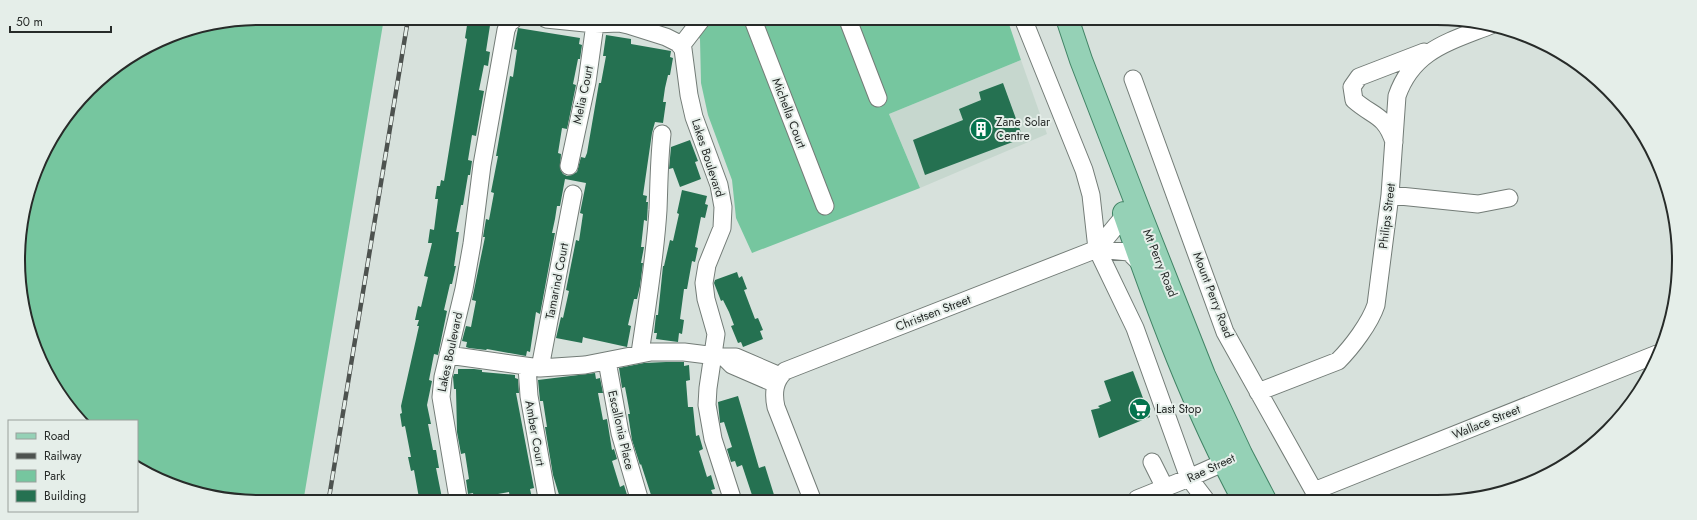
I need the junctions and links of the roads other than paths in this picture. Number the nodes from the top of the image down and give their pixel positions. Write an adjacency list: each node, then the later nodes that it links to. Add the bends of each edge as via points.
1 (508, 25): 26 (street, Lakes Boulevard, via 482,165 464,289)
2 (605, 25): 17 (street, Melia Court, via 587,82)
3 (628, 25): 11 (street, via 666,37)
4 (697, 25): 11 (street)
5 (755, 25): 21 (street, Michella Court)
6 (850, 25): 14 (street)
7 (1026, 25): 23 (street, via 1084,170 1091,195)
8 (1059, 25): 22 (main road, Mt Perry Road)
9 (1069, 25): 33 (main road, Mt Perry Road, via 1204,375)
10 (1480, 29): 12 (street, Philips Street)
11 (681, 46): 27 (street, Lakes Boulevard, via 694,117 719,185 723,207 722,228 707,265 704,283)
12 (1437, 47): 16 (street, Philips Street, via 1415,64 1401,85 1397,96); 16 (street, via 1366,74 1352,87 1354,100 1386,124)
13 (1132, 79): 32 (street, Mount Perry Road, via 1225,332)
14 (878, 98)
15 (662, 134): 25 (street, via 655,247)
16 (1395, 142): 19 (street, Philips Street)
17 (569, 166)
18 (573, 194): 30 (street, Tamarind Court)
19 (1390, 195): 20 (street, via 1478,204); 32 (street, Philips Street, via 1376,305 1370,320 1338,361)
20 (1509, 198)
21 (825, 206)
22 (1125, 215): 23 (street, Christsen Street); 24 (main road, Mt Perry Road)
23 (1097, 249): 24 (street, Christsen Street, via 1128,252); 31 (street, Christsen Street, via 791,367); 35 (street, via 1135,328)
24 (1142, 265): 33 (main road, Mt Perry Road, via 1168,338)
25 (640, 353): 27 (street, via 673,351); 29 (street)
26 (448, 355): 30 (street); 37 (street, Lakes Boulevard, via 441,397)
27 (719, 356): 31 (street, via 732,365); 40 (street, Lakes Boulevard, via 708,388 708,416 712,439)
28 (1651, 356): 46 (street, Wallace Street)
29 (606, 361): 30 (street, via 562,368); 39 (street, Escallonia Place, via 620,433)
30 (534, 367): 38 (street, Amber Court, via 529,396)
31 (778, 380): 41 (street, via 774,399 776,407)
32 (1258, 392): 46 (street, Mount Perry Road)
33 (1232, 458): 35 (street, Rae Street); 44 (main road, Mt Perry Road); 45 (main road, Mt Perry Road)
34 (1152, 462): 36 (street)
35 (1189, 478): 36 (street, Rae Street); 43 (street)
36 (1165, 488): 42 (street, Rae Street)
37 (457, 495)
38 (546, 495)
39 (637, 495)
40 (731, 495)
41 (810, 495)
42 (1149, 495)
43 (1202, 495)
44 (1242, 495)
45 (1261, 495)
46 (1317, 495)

> _What you should do_: Across the records above, show each line containing the word "Lakes".

> _Answer box_:
1 (508, 25): 26 (street, Lakes Boulevard, via 482,165 464,289)
11 (681, 46): 27 (street, Lakes Boulevard, via 694,117 719,185 723,207 722,228 707,265 704,283)
26 (448, 355): 30 (street); 37 (street, Lakes Boulevard, via 441,397)
27 (719, 356): 31 (street, via 732,365); 40 (street, Lakes Boulevard, via 708,388 708,416 712,439)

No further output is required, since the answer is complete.